PCB Etching

Thread Starter

nDever

Joined Jan 13, 2011
153
Hey,

First time fabbing my own PCB. I've been looking around for the method that best fits my needs (there are tons of ways to do this). I've decided to go with the toner transfer method using just glossy paper and an iron.

Has anyone etched any boards using RadioShack's brand of copper-clad two-sided boards? I have seen reports from a small number of people reporting that RadioShack's brand of boards are not good for heating: the fiberglass layer bubbles underneath the copper when heated. Most people, though, have had good results with the brand.

I would like to use Staple's brand of glossy paper, but some complain that their brand of paper, in particular, leaves a substantial amound of glossy film on the copper, preventing the etchant from getting to the copper.

I would just like to hear some opinions from people who've done this before, especially those who've done it with the aforementioned brand names.
 

strantor

Joined Oct 3, 2010
6,798
I've used radioshack's boards and had no problem. I also heat the dog crap out of them because I use a Brother brand printer, which uses some stubborn toner that only melts above probably 300 degrees.

I tried several brands of glossy paper, and they all left behind an unacceptable amount of glossy residue. I switched over to magazine paper (yes, pages ripped out of magazines) cut to 8.5X11 and it works beautifully. 100% transfer of toner, no gloss, super easy to remove just by rubbing with a thumb under water. I highly recommend it. I highly discourage using glossy picture paper.
 

Thread Starter

nDever

Joined Jan 13, 2011
153
I've used radioshack's boards and had no problem. I also heat the dog crap out of them because I use a Brother brand printer, which uses some stubborn toner that only melts above probably 300 degrees.

I tried several brands of glossy paper, and they all left behind an unacceptable amount of glossy residue. I switched over to magazine paper (yes, pages ripped out of magazines) cut to 8.5X11 and it works beautifully. 100% transfer of toner, no gloss, super easy to remove just by rubbing with a thumb under water. I highly recommend it. I highly discourage using glossy picture paper.
Yeah, I've seen where people have used magazine paper too. I didn't know how well it worked, though. Apparently, it works fine.

Thanks for the tip, strantor.
 

nerdegutta

Joined Dec 15, 2009
2,684
Does anyone know whether the iron-on transfer method works well for dual-layer boards?
It works. It's the alignment that is though.

One way of doing it, is making a "pocket" or "envelope" of your graphic, and put your pcb inside that. Graphic inside, but I guess you knew that. :)
 

strantor

Joined Oct 3, 2010
6,798
It works. It's the alignment that is though.

One way of doing it, is making a "pocket" or "envelope" of your graphic, and put your pcb inside that. Graphic inside, but I guess you knew that. :)
This "pocket" method works well if you have a laminator like bill, but for me, I can't make it work using a clothes iron.

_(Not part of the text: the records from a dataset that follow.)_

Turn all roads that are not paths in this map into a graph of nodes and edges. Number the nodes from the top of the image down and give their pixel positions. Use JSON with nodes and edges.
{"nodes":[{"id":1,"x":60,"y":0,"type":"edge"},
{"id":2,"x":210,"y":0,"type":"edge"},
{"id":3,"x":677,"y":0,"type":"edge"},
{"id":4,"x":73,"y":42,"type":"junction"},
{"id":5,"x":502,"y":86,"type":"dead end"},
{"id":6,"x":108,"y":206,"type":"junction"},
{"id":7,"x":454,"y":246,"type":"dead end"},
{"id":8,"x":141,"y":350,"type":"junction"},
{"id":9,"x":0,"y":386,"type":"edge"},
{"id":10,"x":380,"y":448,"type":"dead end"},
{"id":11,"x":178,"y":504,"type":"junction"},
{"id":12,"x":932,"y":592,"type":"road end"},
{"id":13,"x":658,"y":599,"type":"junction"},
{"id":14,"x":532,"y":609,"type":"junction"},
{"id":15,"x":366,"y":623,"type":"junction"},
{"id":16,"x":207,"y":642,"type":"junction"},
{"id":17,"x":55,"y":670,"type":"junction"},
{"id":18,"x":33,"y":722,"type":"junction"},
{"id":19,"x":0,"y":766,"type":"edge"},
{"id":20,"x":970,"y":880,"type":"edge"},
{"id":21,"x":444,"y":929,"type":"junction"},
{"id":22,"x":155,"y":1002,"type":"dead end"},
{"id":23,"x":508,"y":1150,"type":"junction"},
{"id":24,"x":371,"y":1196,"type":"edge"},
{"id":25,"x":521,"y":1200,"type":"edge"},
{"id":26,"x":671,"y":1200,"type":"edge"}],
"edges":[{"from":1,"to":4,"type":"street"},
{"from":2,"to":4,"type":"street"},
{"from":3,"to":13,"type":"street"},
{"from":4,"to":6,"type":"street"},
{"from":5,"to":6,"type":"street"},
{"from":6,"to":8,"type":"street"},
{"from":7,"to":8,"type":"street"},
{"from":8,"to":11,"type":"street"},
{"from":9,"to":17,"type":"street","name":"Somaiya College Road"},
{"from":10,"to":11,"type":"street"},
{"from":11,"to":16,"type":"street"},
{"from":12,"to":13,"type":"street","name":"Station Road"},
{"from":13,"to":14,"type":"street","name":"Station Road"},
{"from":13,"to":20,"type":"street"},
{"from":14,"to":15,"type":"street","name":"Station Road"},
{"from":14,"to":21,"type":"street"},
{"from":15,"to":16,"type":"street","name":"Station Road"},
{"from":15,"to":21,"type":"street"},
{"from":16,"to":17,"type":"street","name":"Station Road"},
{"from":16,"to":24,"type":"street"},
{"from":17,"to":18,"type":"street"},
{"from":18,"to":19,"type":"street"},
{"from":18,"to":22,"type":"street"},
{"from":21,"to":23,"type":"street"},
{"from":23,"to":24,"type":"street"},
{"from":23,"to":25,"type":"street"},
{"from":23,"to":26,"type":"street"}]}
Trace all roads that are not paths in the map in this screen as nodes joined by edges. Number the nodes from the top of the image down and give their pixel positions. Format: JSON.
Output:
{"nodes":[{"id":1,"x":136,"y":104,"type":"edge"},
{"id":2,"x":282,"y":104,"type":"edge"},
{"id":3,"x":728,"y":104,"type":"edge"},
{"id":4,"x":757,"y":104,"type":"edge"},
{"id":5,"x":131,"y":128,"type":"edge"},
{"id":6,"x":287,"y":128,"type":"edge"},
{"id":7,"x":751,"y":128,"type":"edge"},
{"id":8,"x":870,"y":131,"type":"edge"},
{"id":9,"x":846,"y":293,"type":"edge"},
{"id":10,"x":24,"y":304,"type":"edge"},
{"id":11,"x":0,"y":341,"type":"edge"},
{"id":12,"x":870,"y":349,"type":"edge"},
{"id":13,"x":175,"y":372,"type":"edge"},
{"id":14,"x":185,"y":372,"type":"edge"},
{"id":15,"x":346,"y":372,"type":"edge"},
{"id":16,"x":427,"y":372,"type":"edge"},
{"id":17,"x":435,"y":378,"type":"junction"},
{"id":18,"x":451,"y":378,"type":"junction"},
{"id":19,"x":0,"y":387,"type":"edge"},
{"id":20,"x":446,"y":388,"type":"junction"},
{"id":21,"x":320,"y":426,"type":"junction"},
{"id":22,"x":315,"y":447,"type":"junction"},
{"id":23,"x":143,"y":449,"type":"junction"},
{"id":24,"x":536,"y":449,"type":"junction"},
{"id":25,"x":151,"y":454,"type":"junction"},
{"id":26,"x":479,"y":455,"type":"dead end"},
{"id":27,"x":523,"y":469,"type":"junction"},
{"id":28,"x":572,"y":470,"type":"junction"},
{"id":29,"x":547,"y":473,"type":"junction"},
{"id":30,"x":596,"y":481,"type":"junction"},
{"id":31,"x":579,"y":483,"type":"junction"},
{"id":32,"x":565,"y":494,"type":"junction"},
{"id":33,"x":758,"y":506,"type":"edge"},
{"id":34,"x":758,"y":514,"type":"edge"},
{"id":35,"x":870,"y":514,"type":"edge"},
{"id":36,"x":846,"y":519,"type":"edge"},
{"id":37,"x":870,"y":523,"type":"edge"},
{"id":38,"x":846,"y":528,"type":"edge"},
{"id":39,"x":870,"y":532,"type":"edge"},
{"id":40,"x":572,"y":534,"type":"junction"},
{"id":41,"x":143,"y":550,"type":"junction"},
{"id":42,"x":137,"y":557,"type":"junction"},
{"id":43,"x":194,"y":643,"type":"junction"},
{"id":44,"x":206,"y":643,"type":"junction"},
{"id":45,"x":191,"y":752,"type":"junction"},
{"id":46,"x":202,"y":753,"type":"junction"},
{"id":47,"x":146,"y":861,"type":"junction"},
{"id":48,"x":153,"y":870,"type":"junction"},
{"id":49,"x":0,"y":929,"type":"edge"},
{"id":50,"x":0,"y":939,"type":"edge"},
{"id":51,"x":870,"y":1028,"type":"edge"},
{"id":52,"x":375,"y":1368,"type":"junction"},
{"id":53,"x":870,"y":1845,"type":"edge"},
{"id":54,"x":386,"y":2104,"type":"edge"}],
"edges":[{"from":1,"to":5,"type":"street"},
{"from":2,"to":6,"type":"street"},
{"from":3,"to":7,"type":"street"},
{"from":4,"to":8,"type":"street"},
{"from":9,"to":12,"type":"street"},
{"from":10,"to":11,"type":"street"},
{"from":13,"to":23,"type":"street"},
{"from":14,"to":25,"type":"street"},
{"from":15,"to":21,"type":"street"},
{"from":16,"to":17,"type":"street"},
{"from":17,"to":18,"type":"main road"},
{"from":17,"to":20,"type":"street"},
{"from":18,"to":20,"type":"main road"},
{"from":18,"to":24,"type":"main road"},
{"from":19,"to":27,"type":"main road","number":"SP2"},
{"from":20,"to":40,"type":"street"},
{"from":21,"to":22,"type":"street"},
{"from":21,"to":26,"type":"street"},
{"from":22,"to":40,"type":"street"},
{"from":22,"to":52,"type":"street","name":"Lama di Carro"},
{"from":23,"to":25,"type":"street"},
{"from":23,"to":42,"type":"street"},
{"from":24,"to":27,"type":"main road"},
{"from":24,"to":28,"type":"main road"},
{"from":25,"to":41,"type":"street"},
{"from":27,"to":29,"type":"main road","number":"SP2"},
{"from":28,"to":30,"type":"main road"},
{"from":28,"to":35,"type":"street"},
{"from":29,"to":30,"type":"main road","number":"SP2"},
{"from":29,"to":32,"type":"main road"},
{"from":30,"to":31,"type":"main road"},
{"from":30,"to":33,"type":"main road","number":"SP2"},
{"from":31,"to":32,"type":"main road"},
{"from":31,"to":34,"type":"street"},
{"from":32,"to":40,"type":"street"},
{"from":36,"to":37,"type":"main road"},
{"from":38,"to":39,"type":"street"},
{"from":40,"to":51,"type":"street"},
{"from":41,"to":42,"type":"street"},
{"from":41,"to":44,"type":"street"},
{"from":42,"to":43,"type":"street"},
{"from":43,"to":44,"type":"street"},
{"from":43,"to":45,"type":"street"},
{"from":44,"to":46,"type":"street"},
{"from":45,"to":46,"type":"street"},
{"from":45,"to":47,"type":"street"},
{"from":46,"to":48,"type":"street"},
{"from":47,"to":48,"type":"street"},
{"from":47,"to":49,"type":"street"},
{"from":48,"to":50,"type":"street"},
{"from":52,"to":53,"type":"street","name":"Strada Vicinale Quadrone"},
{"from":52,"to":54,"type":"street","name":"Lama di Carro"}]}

I do each side seperately. I iron one layer on one side, then remove the paper and drill a few of the holes for vias or through-hole components. Then I use these holes to line up the printout for the the other side.

In doing it my way, when ironing the second side, you have to be very careful not to get any tape on the first side, as the adhesive will melt off onto the toner. I have a way around it, but I dont have time to describe it.
 

nerdegutta

Joined Dec 15, 2009
2,684
This "pocket" method works well if you have a laminator like bill, but for me, I can't make it work using a clothes iron.

I do each side seperately. I iron one layer on one side, then remove the paper and drill a few of the holes for vias or through-hole components. Then I use these holes to line up the printout for the the other side.

In doing it my way, when ironing the second side, you have to be very careful not to get any tape on the first side, as the adhesive will melt off onto the toner. I have a way around it, but I dont have time to describe it.
...and that's one of the reasons I use UV...
 

strantor

Joined Oct 3, 2010
6,798
...and that's one of the reasons I use UV...
I'll have to look into that. I sure hate my method, it takes forever. I just don't make PCBs often enough to justify spending much money on a better setup. How much does it cost to get started with UV?

Considering my garage projects are starting to lead me in the direction of CNC metal milling, I might end up milling my PCBs too. That would be even better, if I can make the mill drill all my holes for me too :).